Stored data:
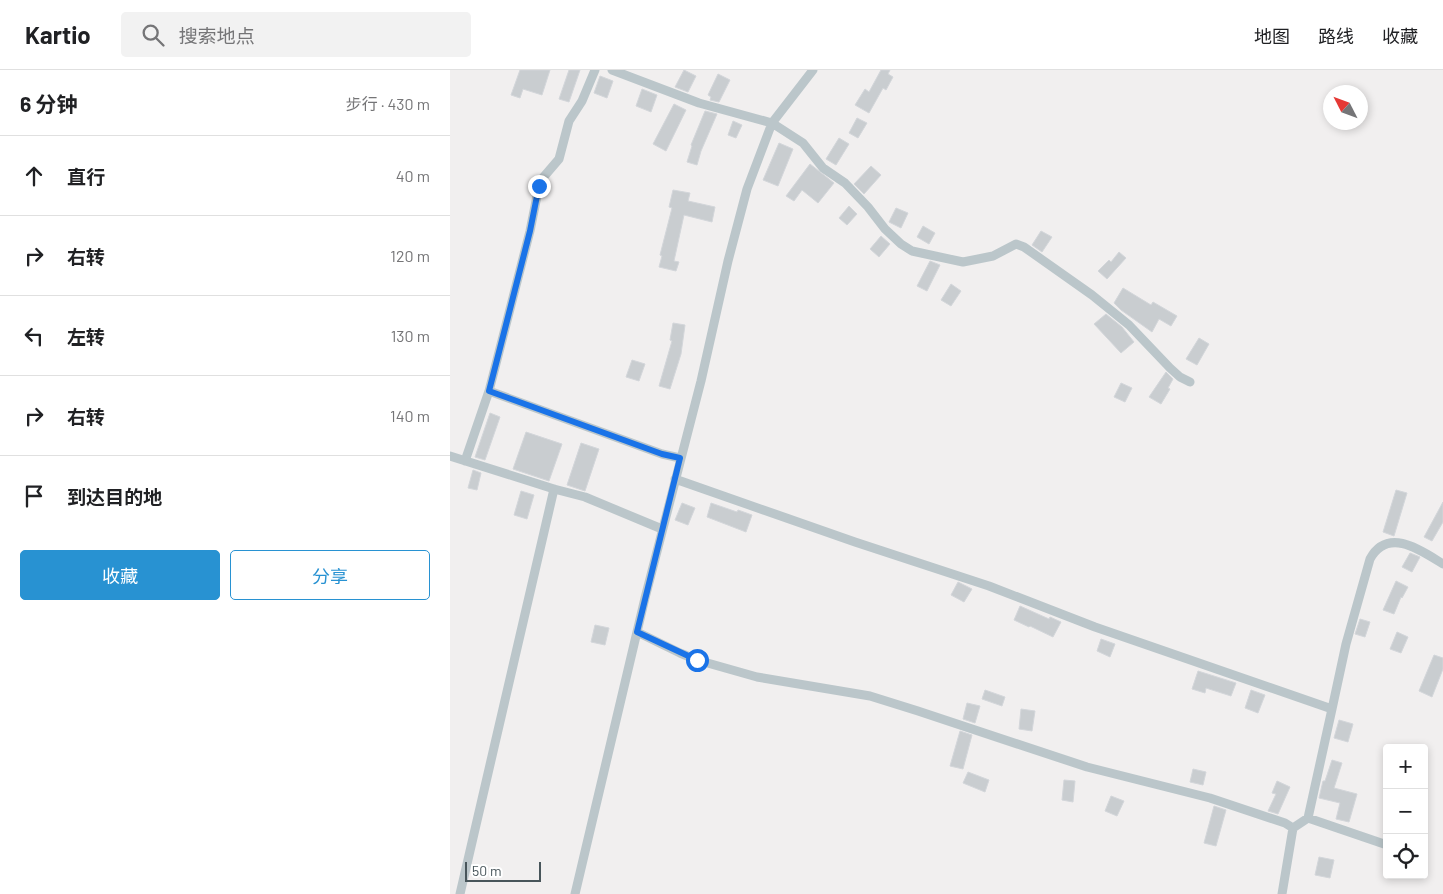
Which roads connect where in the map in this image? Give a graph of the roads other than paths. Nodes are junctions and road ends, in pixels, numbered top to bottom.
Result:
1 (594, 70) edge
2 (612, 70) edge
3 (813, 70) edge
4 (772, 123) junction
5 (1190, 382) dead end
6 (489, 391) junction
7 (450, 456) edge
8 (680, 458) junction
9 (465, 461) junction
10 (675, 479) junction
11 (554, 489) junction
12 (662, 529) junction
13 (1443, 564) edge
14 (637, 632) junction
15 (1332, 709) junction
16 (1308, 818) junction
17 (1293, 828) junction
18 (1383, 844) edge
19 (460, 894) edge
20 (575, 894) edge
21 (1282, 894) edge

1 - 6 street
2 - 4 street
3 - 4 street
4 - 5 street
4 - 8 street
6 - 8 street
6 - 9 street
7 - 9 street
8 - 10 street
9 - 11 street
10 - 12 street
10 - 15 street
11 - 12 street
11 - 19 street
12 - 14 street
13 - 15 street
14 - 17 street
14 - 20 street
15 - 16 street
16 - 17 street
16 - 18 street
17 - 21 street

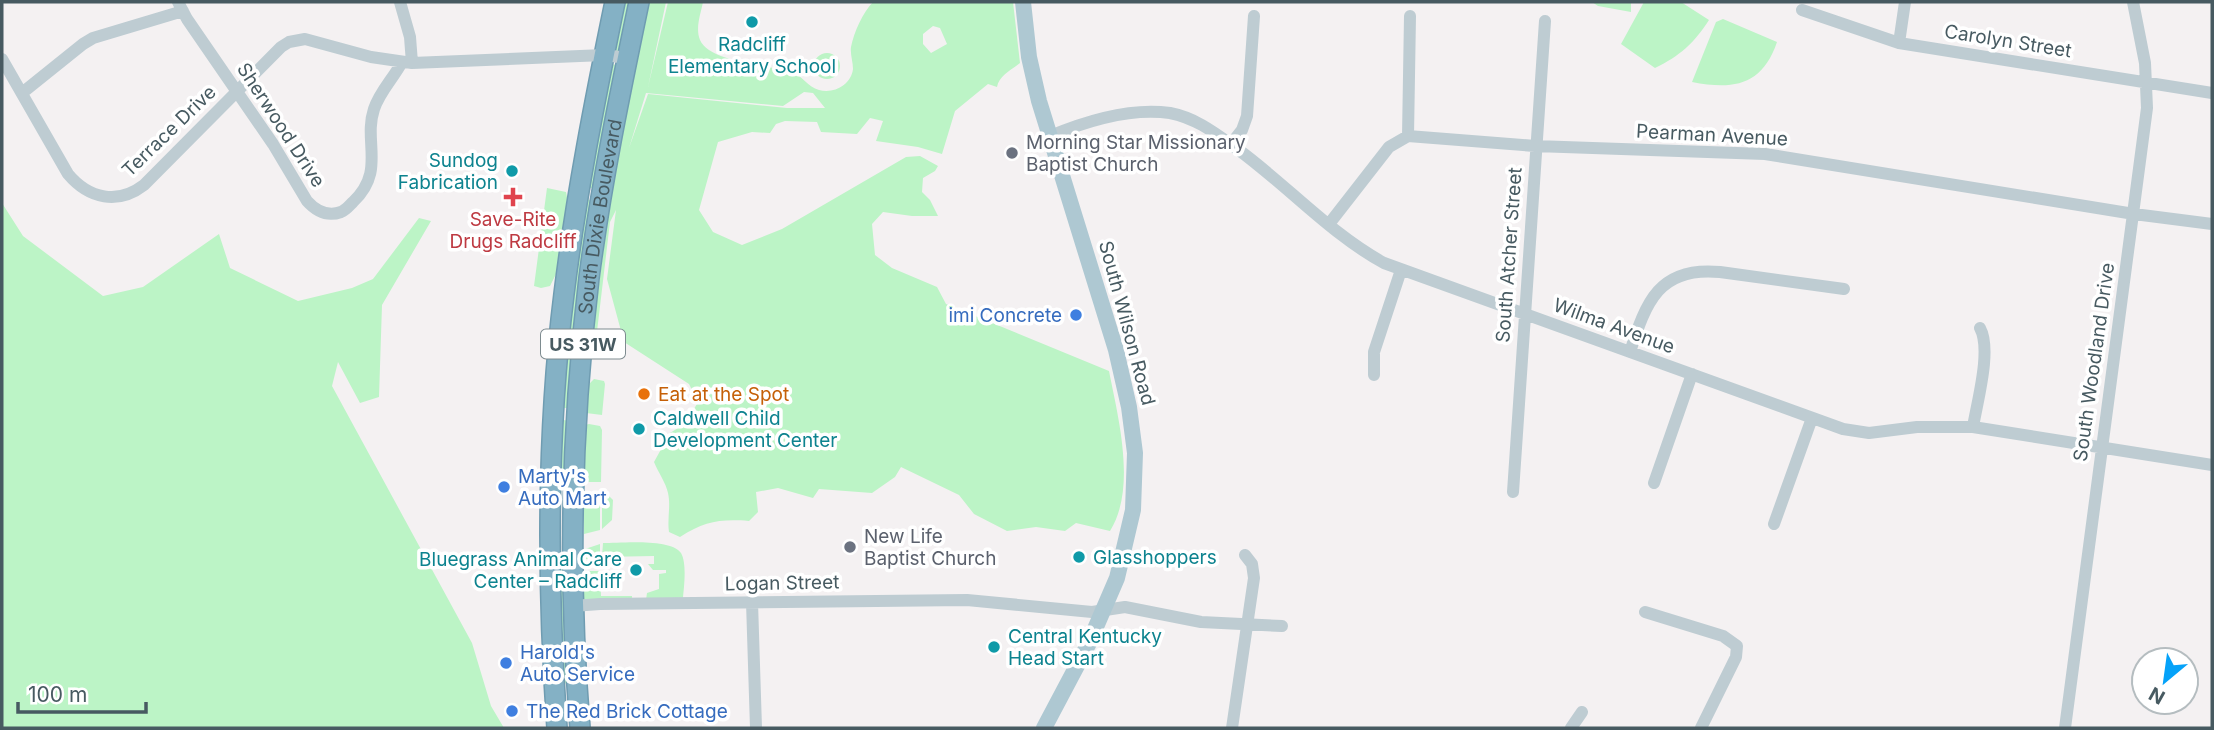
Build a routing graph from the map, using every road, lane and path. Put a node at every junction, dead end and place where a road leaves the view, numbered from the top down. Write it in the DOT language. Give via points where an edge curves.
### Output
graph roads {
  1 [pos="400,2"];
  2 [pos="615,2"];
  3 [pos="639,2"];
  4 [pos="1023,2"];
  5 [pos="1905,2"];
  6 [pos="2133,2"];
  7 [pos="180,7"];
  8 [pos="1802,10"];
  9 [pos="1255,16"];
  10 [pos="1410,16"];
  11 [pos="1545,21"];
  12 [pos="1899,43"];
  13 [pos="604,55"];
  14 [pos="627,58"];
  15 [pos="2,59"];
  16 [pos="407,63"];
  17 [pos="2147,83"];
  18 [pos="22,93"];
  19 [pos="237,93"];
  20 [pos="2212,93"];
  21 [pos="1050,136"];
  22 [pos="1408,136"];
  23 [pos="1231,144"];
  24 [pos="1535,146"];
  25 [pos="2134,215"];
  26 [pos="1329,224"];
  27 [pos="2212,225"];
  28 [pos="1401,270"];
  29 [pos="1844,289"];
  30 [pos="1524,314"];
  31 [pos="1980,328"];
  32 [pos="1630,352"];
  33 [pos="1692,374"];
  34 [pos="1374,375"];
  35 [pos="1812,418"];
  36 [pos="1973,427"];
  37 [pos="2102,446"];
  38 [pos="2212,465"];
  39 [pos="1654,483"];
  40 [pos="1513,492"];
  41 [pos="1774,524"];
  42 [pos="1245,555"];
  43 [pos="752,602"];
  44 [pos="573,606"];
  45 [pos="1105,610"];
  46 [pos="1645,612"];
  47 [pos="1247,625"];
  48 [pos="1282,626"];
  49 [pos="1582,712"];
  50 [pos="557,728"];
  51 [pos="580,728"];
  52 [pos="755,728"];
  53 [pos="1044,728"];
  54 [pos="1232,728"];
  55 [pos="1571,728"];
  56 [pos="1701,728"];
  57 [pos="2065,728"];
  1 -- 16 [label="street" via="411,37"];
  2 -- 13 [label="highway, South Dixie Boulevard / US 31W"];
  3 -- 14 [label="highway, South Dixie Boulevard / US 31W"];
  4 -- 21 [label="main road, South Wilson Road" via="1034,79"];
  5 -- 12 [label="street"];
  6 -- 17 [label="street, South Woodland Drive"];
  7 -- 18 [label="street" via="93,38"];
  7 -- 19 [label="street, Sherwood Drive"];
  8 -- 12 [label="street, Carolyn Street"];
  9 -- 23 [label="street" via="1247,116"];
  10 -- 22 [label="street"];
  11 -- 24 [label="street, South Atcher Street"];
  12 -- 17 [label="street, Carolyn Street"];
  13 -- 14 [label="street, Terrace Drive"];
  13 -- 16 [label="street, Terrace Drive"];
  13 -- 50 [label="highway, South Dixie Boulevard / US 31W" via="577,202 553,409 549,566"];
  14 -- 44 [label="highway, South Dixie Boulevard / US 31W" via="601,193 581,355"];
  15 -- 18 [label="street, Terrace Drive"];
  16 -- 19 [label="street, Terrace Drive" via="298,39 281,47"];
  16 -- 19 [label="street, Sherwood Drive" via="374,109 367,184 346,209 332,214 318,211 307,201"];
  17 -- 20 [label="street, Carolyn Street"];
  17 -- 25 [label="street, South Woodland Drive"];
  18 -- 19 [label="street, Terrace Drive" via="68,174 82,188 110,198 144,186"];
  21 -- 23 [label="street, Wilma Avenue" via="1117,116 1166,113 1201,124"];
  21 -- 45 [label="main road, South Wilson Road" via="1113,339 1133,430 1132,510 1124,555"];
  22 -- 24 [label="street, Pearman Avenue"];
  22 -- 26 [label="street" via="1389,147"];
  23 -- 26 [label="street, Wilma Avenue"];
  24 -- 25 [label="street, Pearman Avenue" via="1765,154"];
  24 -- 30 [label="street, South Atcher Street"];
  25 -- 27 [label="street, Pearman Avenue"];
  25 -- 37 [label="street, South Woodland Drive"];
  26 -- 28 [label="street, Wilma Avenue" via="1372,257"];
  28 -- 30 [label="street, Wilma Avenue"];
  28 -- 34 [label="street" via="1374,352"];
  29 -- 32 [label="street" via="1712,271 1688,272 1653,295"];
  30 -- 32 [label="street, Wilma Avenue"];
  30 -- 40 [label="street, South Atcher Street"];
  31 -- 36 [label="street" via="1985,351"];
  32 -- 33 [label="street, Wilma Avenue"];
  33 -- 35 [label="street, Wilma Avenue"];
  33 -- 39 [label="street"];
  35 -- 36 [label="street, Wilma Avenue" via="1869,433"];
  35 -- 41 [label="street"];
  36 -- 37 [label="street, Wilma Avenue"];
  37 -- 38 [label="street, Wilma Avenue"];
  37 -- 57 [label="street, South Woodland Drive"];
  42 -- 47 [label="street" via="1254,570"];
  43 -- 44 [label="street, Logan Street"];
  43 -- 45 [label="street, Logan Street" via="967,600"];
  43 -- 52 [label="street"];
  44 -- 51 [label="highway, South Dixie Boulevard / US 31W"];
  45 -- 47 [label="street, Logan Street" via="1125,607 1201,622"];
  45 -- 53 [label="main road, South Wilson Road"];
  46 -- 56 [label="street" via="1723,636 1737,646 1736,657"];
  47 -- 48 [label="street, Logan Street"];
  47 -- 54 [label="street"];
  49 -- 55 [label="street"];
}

* **Brief**:
Your reply should restate every entry exactly, with the pictures left out.

* **Task answer**:
Which roads connect where in the map in this image? Give a graph of the roads other than paths. Nodes are junctions and road ends, in pixels, numbered top to bottom.
Result:
1 (594, 70) edge
2 (612, 70) edge
3 (813, 70) edge
4 (772, 123) junction
5 (1190, 382) dead end
6 (489, 391) junction
7 (450, 456) edge
8 (680, 458) junction
9 (465, 461) junction
10 (675, 479) junction
11 (554, 489) junction
12 (662, 529) junction
13 (1443, 564) edge
14 (637, 632) junction
15 (1332, 709) junction
16 (1308, 818) junction
17 (1293, 828) junction
18 (1383, 844) edge
19 (460, 894) edge
20 (575, 894) edge
21 (1282, 894) edge

1 - 6 street
2 - 4 street
3 - 4 street
4 - 5 street
4 - 8 street
6 - 8 street
6 - 9 street
7 - 9 street
8 - 10 street
9 - 11 street
10 - 12 street
10 - 15 street
11 - 12 street
11 - 19 street
12 - 14 street
13 - 15 street
14 - 17 street
14 - 20 street
15 - 16 street
16 - 17 street
16 - 18 street
17 - 21 street

Build a routing graph from the map, using every road, lane and path. Put a node at every junction, dead end and place where a road leaves the view, numbered from the top down. Write it in the DOT language. Give via points where an edge curves.
### Output
graph roads {
  1 [pos="400,2"];
  2 [pos="615,2"];
  3 [pos="639,2"];
  4 [pos="1023,2"];
  5 [pos="1905,2"];
  6 [pos="2133,2"];
  7 [pos="180,7"];
  8 [pos="1802,10"];
  9 [pos="1255,16"];
  10 [pos="1410,16"];
  11 [pos="1545,21"];
  12 [pos="1899,43"];
  13 [pos="604,55"];
  14 [pos="627,58"];
  15 [pos="2,59"];
  16 [pos="407,63"];
  17 [pos="2147,83"];
  18 [pos="22,93"];
  19 [pos="237,93"];
  20 [pos="2212,93"];
  21 [pos="1050,136"];
  22 [pos="1408,136"];
  23 [pos="1231,144"];
  24 [pos="1535,146"];
  25 [pos="2134,215"];
  26 [pos="1329,224"];
  27 [pos="2212,225"];
  28 [pos="1401,270"];
  29 [pos="1844,289"];
  30 [pos="1524,314"];
  31 [pos="1980,328"];
  32 [pos="1630,352"];
  33 [pos="1692,374"];
  34 [pos="1374,375"];
  35 [pos="1812,418"];
  36 [pos="1973,427"];
  37 [pos="2102,446"];
  38 [pos="2212,465"];
  39 [pos="1654,483"];
  40 [pos="1513,492"];
  41 [pos="1774,524"];
  42 [pos="1245,555"];
  43 [pos="752,602"];
  44 [pos="573,606"];
  45 [pos="1105,610"];
  46 [pos="1645,612"];
  47 [pos="1247,625"];
  48 [pos="1282,626"];
  49 [pos="1582,712"];
  50 [pos="557,728"];
  51 [pos="580,728"];
  52 [pos="755,728"];
  53 [pos="1044,728"];
  54 [pos="1232,728"];
  55 [pos="1571,728"];
  56 [pos="1701,728"];
  57 [pos="2065,728"];
  1 -- 16 [label="street" via="411,37"];
  2 -- 13 [label="highway, South Dixie Boulevard / US 31W"];
  3 -- 14 [label="highway, South Dixie Boulevard / US 31W"];
  4 -- 21 [label="main road, South Wilson Road" via="1034,79"];
  5 -- 12 [label="street"];
  6 -- 17 [label="street, South Woodland Drive"];
  7 -- 18 [label="street" via="93,38"];
  7 -- 19 [label="street, Sherwood Drive"];
  8 -- 12 [label="street, Carolyn Street"];
  9 -- 23 [label="street" via="1247,116"];
  10 -- 22 [label="street"];
  11 -- 24 [label="street, South Atcher Street"];
  12 -- 17 [label="street, Carolyn Street"];
  13 -- 14 [label="street, Terrace Drive"];
  13 -- 16 [label="street, Terrace Drive"];
  13 -- 50 [label="highway, South Dixie Boulevard / US 31W" via="577,202 553,409 549,566"];
  14 -- 44 [label="highway, South Dixie Boulevard / US 31W" via="601,193 581,355"];
  15 -- 18 [label="street, Terrace Drive"];
  16 -- 19 [label="street, Terrace Drive" via="298,39 281,47"];
  16 -- 19 [label="street, Sherwood Drive" via="374,109 367,184 346,209 332,214 318,211 307,201"];
  17 -- 20 [label="street, Carolyn Street"];
  17 -- 25 [label="street, South Woodland Drive"];
  18 -- 19 [label="street, Terrace Drive" via="68,174 82,188 110,198 144,186"];
  21 -- 23 [label="street, Wilma Avenue" via="1117,116 1166,113 1201,124"];
  21 -- 45 [label="main road, South Wilson Road" via="1113,339 1133,430 1132,510 1124,555"];
  22 -- 24 [label="street, Pearman Avenue"];
  22 -- 26 [label="street" via="1389,147"];
  23 -- 26 [label="street, Wilma Avenue"];
  24 -- 25 [label="street, Pearman Avenue" via="1765,154"];
  24 -- 30 [label="street, South Atcher Street"];
  25 -- 27 [label="street, Pearman Avenue"];
  25 -- 37 [label="street, South Woodland Drive"];
  26 -- 28 [label="street, Wilma Avenue" via="1372,257"];
  28 -- 30 [label="street, Wilma Avenue"];
  28 -- 34 [label="street" via="1374,352"];
  29 -- 32 [label="street" via="1712,271 1688,272 1653,295"];
  30 -- 32 [label="street, Wilma Avenue"];
  30 -- 40 [label="street, South Atcher Street"];
  31 -- 36 [label="street" via="1985,351"];
  32 -- 33 [label="street, Wilma Avenue"];
  33 -- 35 [label="street, Wilma Avenue"];
  33 -- 39 [label="street"];
  35 -- 36 [label="street, Wilma Avenue" via="1869,433"];
  35 -- 41 [label="street"];
  36 -- 37 [label="street, Wilma Avenue"];
  37 -- 38 [label="street, Wilma Avenue"];
  37 -- 57 [label="street, South Woodland Drive"];
  42 -- 47 [label="street" via="1254,570"];
  43 -- 44 [label="street, Logan Street"];
  43 -- 45 [label="street, Logan Street" via="967,600"];
  43 -- 52 [label="street"];
  44 -- 51 [label="highway, South Dixie Boulevard / US 31W"];
  45 -- 47 [label="street, Logan Street" via="1125,607 1201,622"];
  45 -- 53 [label="main road, South Wilson Road"];
  46 -- 56 [label="street" via="1723,636 1737,646 1736,657"];
  47 -- 48 [label="street, Logan Street"];
  47 -- 54 [label="street"];
  49 -- 55 [label="street"];
}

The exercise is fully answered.